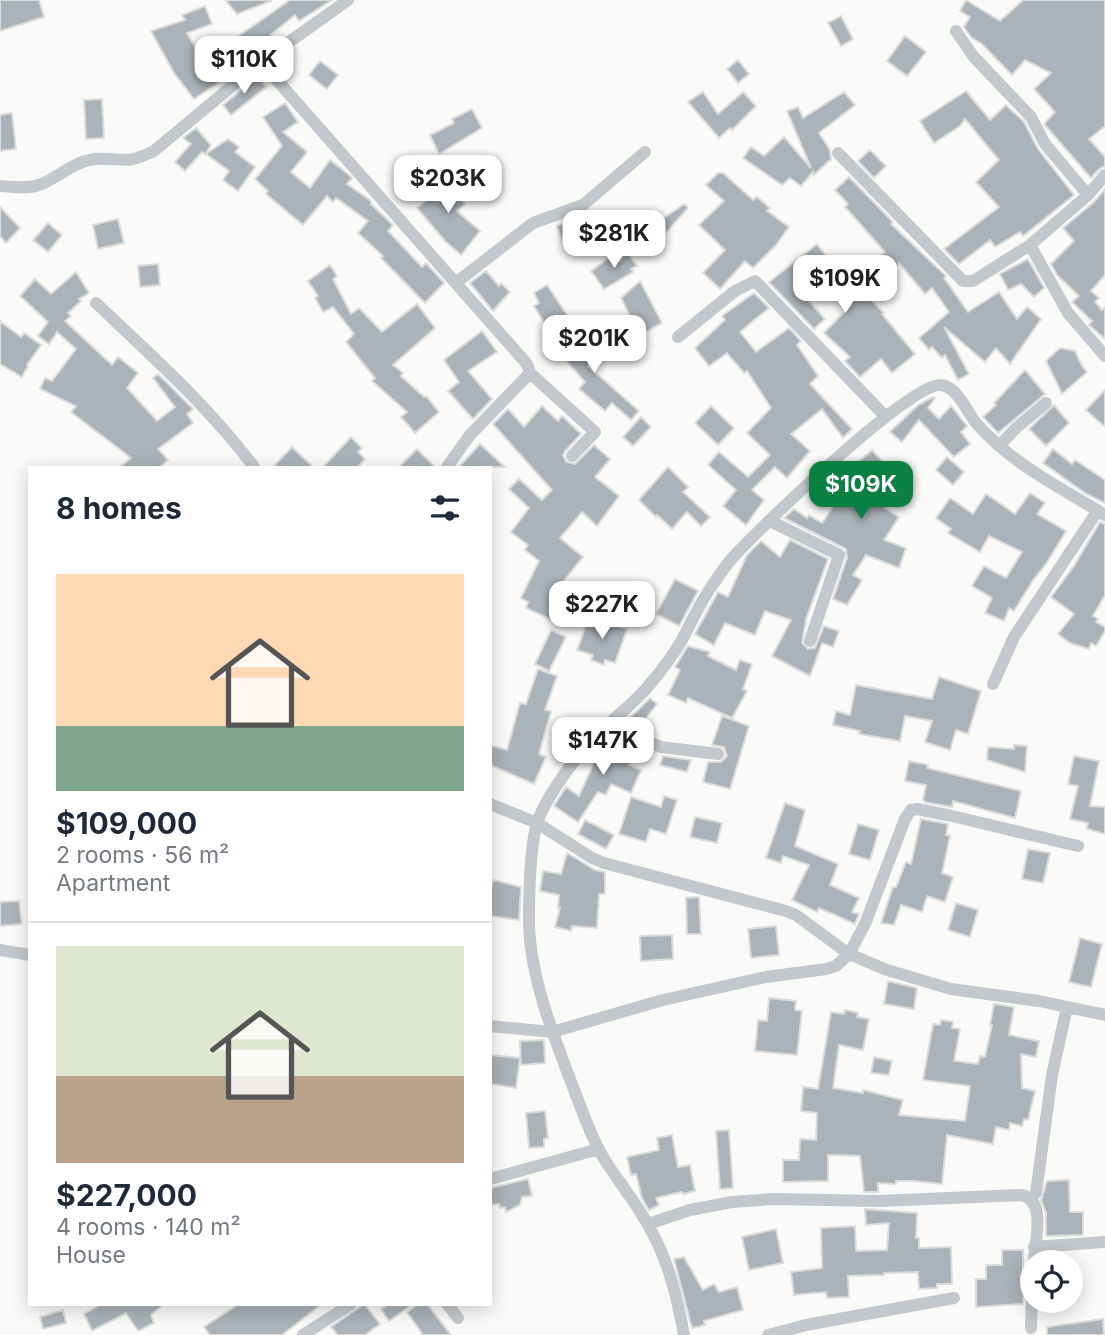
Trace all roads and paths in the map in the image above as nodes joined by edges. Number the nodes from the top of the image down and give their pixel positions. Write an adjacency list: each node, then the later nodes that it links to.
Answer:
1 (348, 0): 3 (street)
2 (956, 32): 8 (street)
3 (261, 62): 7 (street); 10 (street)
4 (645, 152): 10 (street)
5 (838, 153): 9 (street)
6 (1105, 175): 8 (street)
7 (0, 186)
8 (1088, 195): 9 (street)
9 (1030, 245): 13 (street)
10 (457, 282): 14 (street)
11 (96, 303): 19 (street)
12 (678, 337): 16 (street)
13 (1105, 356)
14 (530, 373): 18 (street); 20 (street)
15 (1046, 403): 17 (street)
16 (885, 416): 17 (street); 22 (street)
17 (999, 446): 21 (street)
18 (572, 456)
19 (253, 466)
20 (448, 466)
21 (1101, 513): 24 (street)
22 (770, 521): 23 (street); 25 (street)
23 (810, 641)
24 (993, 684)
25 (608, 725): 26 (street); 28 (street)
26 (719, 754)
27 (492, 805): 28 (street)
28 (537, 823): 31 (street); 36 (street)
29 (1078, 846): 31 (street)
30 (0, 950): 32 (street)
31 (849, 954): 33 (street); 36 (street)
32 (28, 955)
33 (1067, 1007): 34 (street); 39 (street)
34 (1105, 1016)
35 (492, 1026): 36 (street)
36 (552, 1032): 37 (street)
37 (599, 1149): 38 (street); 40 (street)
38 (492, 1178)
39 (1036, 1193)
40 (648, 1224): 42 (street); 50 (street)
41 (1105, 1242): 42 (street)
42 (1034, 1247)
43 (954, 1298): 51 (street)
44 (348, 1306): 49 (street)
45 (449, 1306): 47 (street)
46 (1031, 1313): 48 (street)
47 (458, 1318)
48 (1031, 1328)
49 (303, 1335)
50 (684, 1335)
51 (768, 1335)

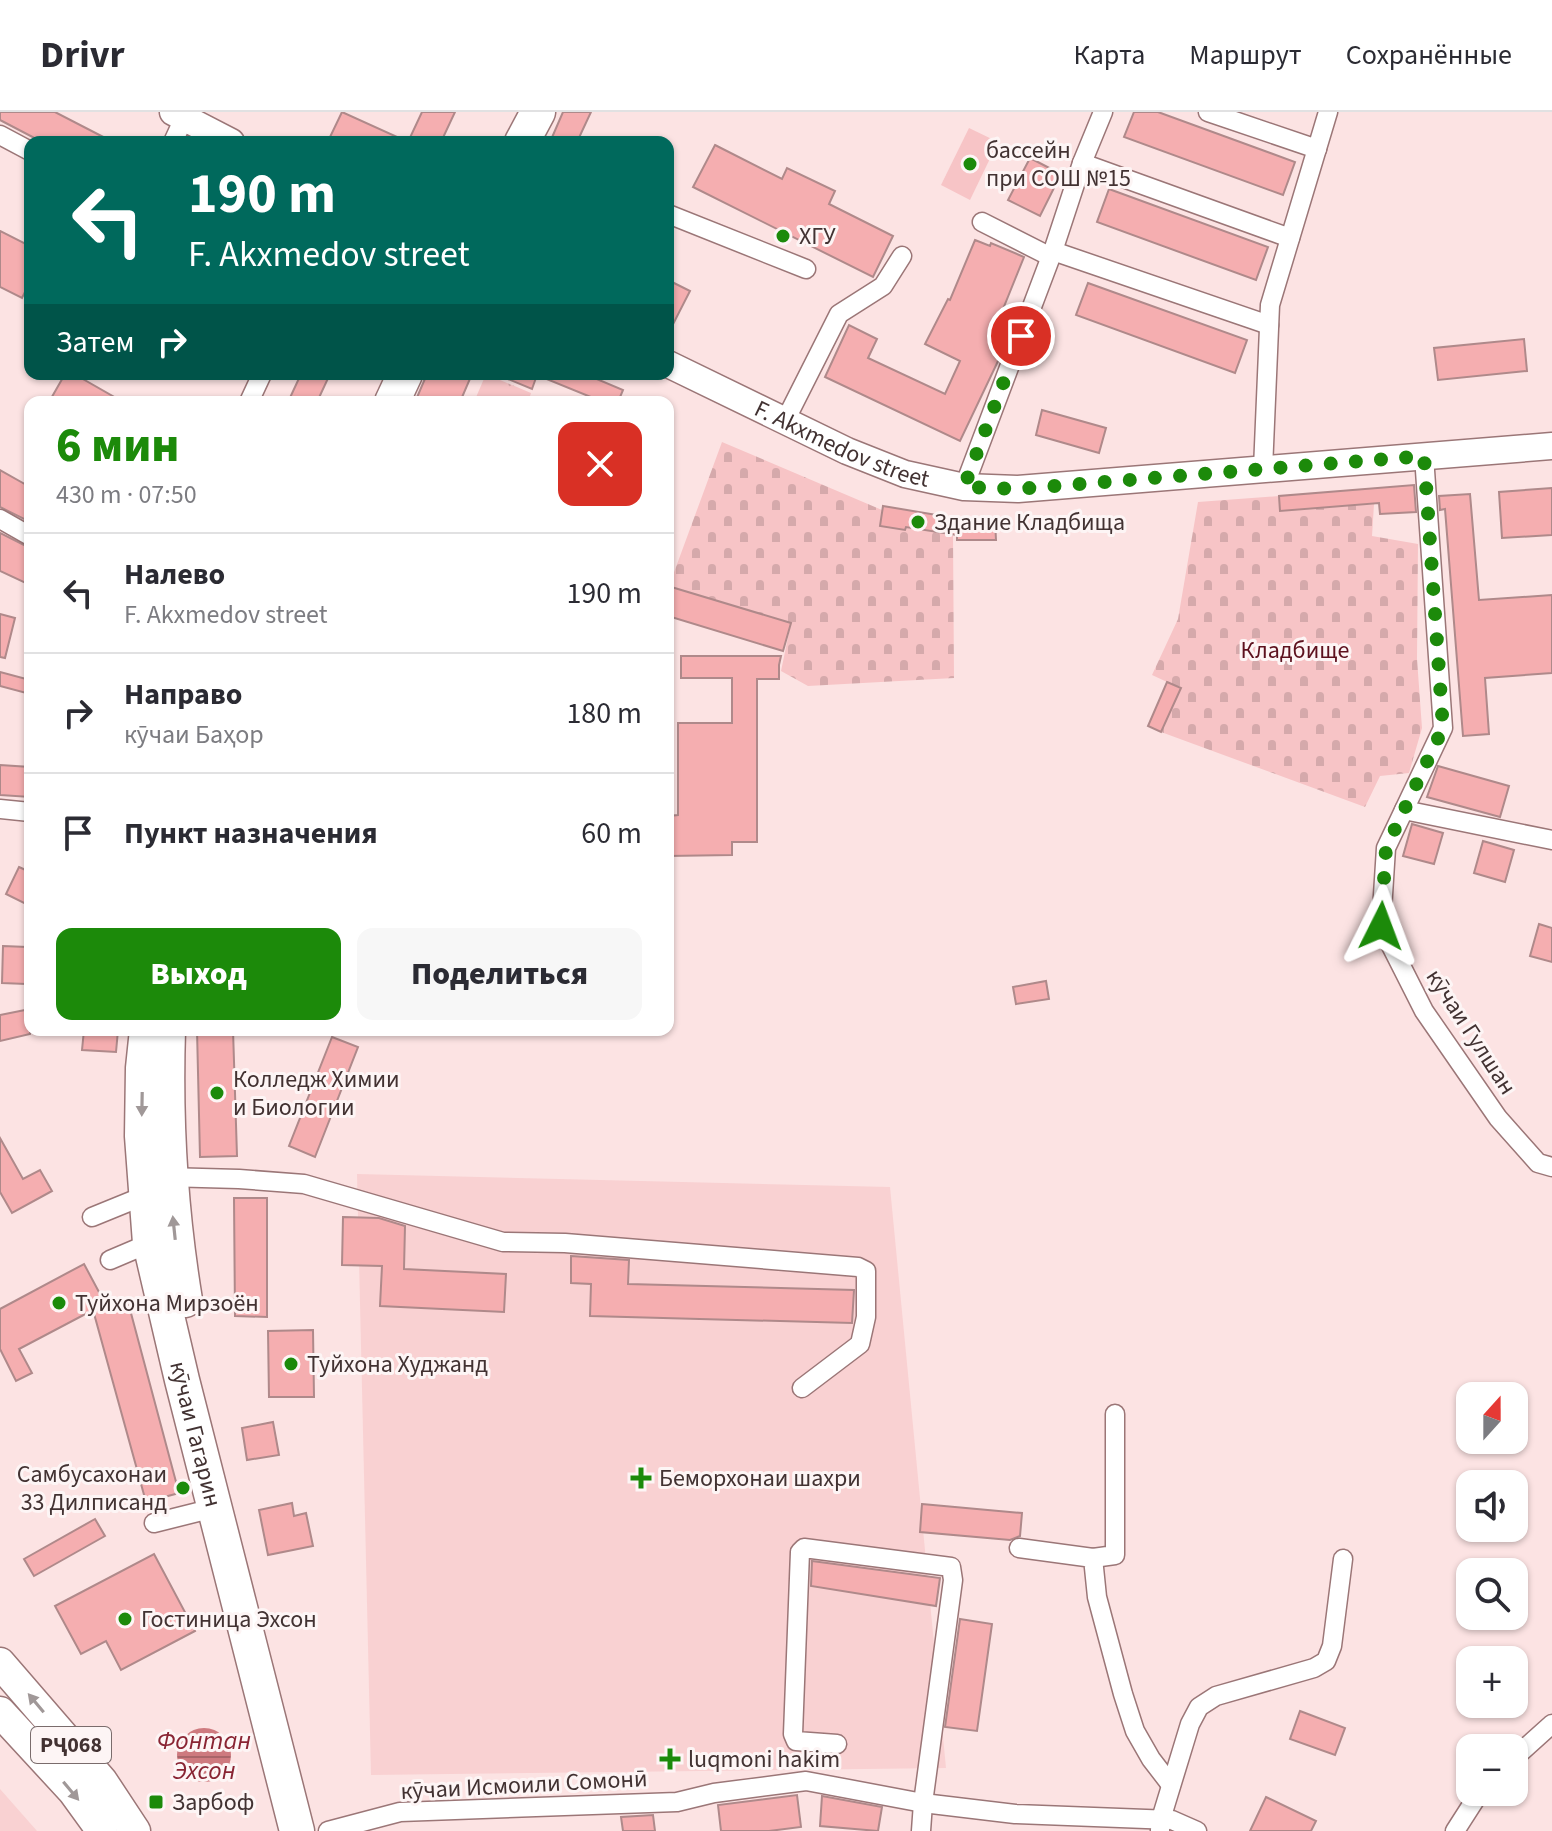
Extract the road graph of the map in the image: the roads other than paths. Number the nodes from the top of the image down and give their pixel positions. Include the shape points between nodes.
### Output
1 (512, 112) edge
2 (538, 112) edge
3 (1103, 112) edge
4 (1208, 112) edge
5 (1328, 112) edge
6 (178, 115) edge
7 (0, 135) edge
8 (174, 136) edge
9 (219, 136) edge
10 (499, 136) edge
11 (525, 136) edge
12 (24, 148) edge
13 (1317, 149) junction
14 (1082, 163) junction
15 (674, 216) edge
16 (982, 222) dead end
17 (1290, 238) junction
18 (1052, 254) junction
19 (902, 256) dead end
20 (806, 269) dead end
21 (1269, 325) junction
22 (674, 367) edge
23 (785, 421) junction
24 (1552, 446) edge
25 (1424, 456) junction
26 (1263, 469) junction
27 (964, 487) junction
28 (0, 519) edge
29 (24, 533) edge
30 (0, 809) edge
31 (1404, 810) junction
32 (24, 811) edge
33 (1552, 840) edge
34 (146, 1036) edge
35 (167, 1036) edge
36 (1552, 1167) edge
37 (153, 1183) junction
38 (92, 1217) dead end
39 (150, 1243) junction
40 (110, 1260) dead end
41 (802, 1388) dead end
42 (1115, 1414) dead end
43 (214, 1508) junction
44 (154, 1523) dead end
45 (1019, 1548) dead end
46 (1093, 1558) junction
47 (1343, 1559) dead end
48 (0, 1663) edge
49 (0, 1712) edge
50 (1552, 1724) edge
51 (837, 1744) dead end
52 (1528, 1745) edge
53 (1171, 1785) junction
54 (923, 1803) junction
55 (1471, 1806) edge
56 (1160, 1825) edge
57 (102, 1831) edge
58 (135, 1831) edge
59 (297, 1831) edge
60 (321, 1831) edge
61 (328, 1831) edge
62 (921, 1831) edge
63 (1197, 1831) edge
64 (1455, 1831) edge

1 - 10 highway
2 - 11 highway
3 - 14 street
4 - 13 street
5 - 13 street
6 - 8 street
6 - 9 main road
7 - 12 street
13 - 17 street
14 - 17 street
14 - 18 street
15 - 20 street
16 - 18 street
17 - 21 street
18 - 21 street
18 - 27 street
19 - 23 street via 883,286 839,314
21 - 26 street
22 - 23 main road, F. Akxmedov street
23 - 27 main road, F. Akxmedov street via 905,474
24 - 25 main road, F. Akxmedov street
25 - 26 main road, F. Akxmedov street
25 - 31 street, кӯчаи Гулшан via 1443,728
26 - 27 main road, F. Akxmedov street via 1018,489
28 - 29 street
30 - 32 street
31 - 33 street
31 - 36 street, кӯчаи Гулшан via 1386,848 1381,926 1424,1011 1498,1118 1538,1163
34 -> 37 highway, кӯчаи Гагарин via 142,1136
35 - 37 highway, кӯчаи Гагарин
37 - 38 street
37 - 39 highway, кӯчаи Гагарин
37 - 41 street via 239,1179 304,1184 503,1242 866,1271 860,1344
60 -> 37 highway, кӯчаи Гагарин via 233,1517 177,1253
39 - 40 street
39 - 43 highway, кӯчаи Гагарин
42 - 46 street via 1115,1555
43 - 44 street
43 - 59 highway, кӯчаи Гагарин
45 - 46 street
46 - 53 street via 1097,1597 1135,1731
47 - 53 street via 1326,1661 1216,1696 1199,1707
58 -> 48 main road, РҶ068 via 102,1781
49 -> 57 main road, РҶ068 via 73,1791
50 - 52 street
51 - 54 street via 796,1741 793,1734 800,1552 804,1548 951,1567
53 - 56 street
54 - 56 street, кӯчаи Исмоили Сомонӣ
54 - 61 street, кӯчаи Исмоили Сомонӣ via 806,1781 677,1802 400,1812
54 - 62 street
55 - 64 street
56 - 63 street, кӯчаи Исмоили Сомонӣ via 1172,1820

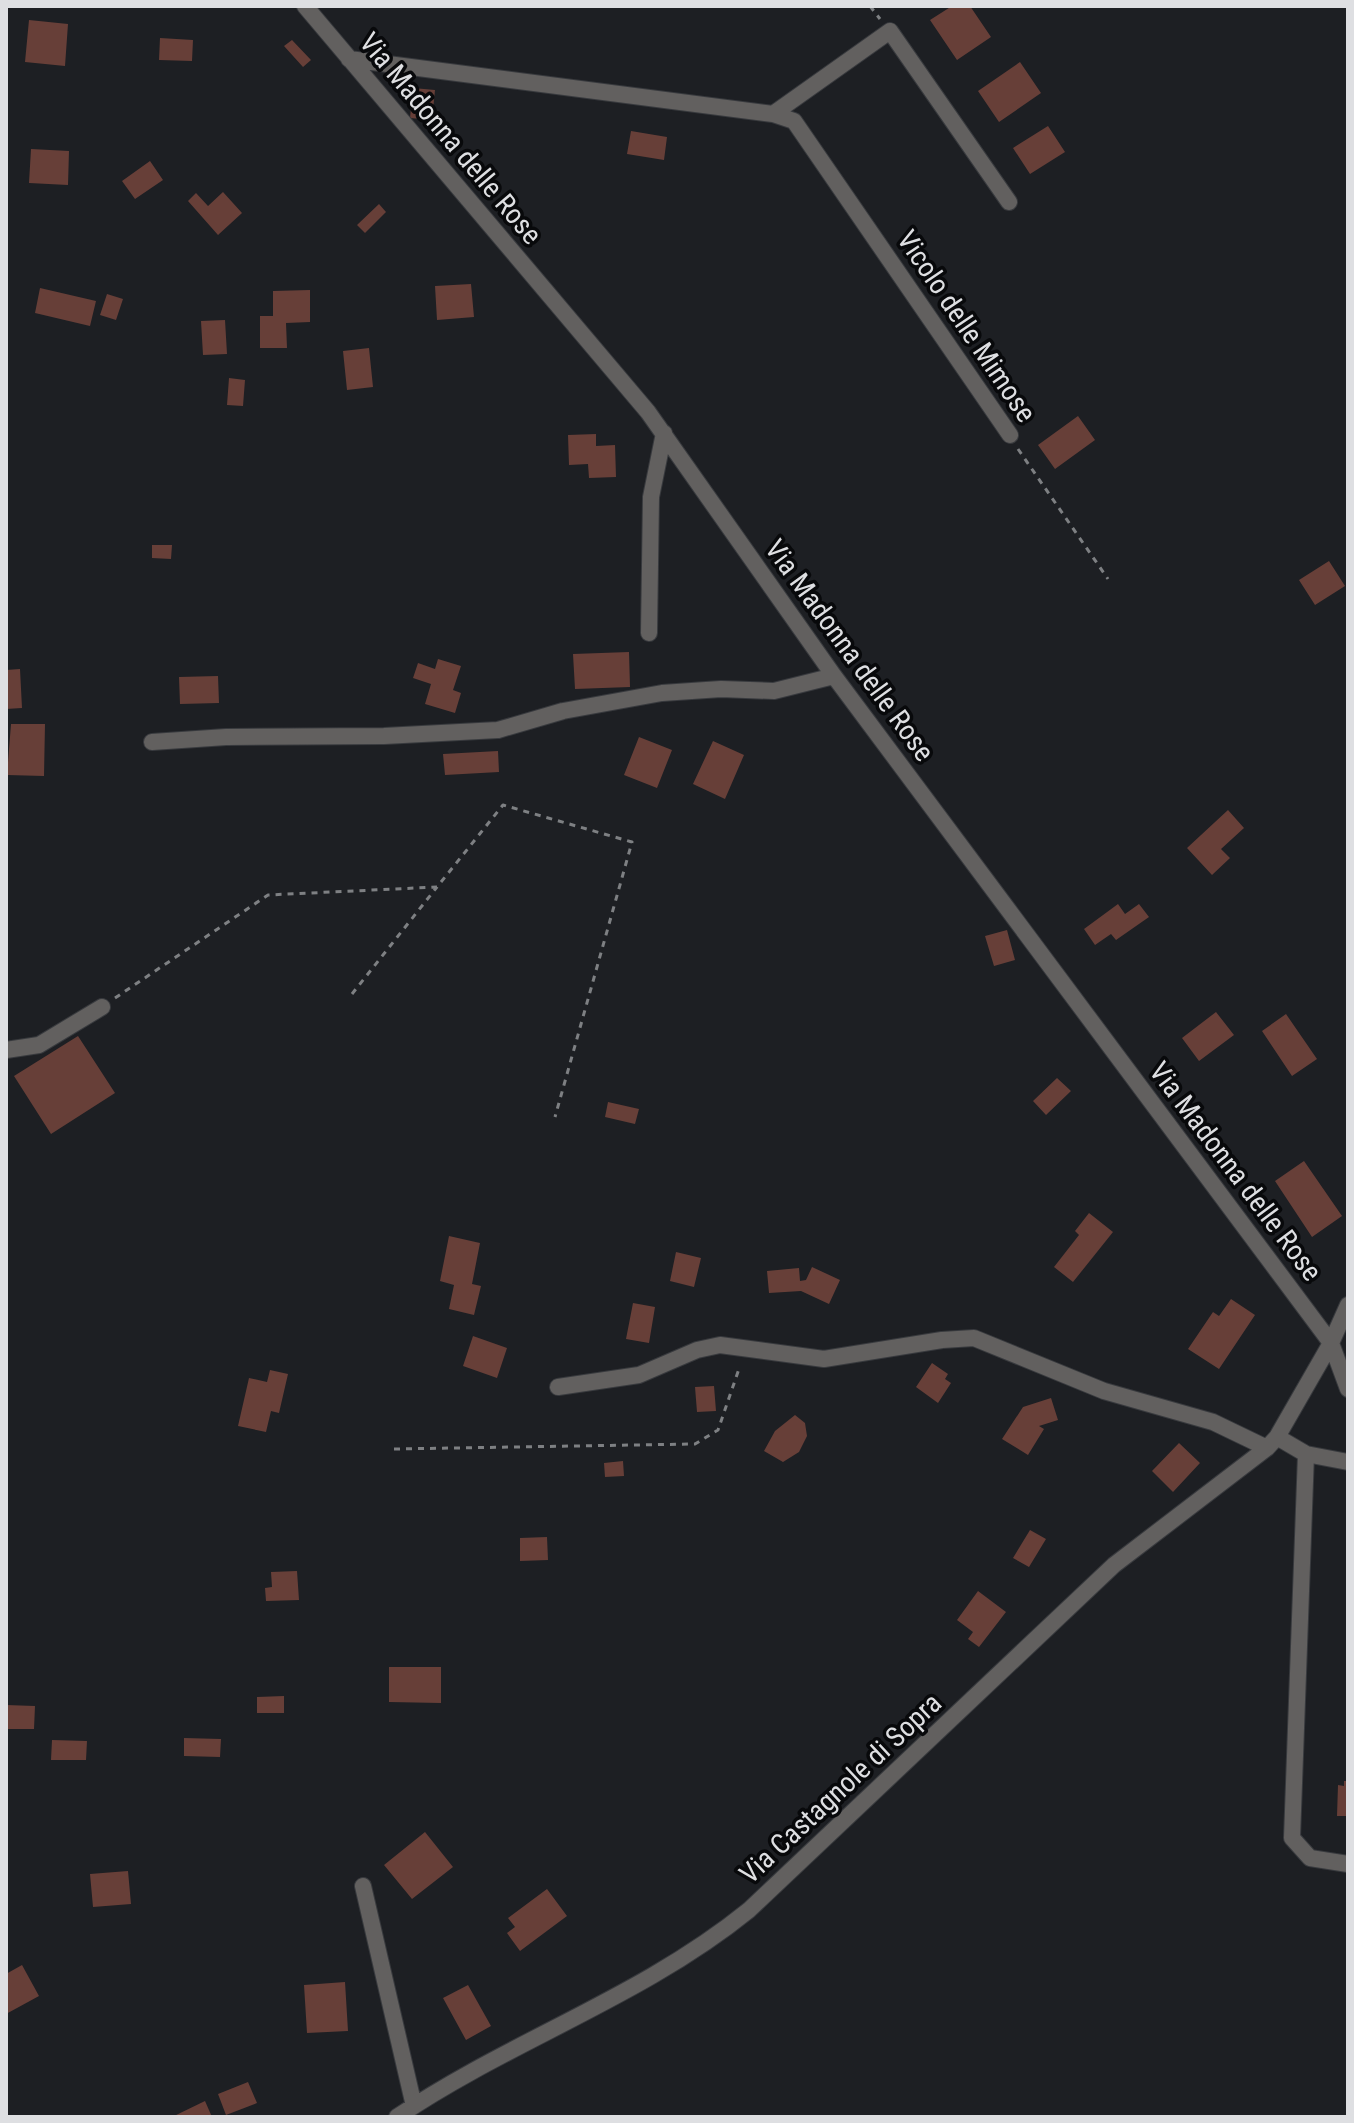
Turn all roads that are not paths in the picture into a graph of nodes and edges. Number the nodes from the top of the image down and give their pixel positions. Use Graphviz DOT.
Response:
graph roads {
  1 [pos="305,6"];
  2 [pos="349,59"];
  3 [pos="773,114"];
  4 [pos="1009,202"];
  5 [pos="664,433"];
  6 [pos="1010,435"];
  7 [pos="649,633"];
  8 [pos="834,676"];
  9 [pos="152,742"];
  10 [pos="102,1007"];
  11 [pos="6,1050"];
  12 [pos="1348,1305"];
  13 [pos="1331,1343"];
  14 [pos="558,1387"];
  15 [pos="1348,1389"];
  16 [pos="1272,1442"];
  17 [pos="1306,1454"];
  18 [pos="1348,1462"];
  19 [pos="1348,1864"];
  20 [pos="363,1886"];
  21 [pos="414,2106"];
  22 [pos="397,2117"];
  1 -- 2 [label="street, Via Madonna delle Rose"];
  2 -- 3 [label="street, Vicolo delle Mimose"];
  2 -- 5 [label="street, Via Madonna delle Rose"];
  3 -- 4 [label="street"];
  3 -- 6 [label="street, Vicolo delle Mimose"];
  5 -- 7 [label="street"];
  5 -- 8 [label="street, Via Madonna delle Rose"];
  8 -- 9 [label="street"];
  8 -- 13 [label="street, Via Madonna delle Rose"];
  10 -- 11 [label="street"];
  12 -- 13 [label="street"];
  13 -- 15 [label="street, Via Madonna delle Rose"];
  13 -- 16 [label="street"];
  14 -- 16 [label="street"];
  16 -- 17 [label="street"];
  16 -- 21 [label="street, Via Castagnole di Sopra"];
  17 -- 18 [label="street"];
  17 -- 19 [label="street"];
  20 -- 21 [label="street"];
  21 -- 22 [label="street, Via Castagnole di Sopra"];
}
---+---
- ACTIVITY: The word "Castagnole" appears on some lines of the data above; count those lines and return only the number.

- YOUR RESPONSE: 2